Dataset entries:

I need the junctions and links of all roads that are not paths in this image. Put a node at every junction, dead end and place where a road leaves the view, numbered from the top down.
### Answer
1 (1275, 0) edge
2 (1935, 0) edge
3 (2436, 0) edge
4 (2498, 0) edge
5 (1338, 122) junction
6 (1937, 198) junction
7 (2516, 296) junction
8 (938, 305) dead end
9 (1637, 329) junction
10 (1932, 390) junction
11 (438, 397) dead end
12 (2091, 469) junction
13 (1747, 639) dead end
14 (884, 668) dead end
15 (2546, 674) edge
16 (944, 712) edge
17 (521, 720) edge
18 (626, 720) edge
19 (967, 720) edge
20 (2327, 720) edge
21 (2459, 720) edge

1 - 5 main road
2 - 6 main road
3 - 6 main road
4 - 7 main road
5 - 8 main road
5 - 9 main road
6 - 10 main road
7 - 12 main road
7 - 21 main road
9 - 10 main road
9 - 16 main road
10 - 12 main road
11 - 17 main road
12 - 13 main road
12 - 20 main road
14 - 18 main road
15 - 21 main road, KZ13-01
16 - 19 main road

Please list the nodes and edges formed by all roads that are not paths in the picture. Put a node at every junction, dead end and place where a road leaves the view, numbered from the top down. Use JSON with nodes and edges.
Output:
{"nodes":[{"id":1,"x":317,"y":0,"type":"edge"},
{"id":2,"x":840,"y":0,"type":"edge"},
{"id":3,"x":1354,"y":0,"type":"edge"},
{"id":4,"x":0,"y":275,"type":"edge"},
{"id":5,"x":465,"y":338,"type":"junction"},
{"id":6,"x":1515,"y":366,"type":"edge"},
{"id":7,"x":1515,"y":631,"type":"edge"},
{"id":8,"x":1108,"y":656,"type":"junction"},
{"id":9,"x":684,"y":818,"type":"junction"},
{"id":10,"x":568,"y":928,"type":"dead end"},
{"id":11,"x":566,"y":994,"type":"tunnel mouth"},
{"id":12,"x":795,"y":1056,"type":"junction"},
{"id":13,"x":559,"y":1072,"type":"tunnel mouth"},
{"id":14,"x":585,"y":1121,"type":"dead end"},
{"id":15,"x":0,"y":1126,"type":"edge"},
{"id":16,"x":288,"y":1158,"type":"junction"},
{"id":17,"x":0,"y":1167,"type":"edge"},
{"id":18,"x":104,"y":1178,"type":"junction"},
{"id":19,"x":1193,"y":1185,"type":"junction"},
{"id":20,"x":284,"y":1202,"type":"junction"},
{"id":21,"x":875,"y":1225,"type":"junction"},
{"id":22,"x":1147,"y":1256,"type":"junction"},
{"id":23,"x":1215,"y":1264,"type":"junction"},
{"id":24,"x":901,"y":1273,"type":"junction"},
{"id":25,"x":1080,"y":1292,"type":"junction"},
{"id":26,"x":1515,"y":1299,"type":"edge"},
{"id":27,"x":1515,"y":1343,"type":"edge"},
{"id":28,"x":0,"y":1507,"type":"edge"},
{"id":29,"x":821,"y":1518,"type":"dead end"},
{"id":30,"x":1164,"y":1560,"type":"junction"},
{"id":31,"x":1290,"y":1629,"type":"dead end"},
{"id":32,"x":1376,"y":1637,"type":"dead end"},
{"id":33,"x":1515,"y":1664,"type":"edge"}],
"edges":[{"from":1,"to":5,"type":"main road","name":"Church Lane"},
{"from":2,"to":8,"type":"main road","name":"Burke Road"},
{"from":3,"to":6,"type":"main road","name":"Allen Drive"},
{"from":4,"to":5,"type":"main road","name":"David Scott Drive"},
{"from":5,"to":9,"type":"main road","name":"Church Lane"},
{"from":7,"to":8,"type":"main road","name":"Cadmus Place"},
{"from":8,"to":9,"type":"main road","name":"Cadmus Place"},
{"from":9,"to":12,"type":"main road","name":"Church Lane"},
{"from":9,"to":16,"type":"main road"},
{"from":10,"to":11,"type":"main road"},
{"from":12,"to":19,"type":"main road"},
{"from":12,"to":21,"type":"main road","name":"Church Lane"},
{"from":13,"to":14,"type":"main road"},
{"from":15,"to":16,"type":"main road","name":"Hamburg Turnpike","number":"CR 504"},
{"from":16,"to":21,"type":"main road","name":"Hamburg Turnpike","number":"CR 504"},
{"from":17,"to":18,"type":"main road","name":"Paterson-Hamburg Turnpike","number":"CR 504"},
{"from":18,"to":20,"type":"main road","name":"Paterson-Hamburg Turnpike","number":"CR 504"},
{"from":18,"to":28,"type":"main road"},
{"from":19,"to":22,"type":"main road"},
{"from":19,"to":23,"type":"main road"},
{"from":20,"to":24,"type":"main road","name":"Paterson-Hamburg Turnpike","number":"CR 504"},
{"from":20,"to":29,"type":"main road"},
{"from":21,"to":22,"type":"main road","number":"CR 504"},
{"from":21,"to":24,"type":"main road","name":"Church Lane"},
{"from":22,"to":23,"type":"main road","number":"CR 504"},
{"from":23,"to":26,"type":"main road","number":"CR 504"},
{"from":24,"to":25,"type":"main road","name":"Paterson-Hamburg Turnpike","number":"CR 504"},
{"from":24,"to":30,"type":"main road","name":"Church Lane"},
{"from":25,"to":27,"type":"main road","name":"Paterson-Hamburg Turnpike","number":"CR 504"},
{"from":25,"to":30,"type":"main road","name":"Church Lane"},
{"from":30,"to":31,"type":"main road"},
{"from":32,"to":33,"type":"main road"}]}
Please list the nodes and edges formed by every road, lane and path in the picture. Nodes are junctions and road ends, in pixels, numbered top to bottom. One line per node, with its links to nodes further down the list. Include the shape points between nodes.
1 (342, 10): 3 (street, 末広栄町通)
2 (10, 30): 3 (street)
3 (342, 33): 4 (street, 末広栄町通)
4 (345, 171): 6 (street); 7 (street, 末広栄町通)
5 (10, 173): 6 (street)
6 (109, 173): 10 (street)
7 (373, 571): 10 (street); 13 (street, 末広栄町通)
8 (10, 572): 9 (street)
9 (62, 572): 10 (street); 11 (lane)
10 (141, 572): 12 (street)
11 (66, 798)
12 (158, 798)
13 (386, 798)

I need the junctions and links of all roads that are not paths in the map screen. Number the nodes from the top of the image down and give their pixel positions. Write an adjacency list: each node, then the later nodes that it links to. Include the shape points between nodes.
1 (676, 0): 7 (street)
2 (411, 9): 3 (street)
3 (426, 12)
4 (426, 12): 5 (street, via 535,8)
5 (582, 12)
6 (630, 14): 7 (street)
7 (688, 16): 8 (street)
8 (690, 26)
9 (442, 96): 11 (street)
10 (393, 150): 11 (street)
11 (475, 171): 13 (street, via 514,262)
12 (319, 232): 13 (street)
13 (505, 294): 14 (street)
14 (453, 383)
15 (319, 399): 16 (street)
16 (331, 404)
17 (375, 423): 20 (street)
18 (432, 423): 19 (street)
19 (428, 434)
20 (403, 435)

WHAT TO DO:
Wherever a line of the entries holds the string "末広栄町通", copy that line.

TASK RESPONSE:
1 (342, 10): 3 (street, 末広栄町通)
3 (342, 33): 4 (street, 末広栄町通)
4 (345, 171): 6 (street); 7 (street, 末広栄町通)
7 (373, 571): 10 (street); 13 (street, 末広栄町通)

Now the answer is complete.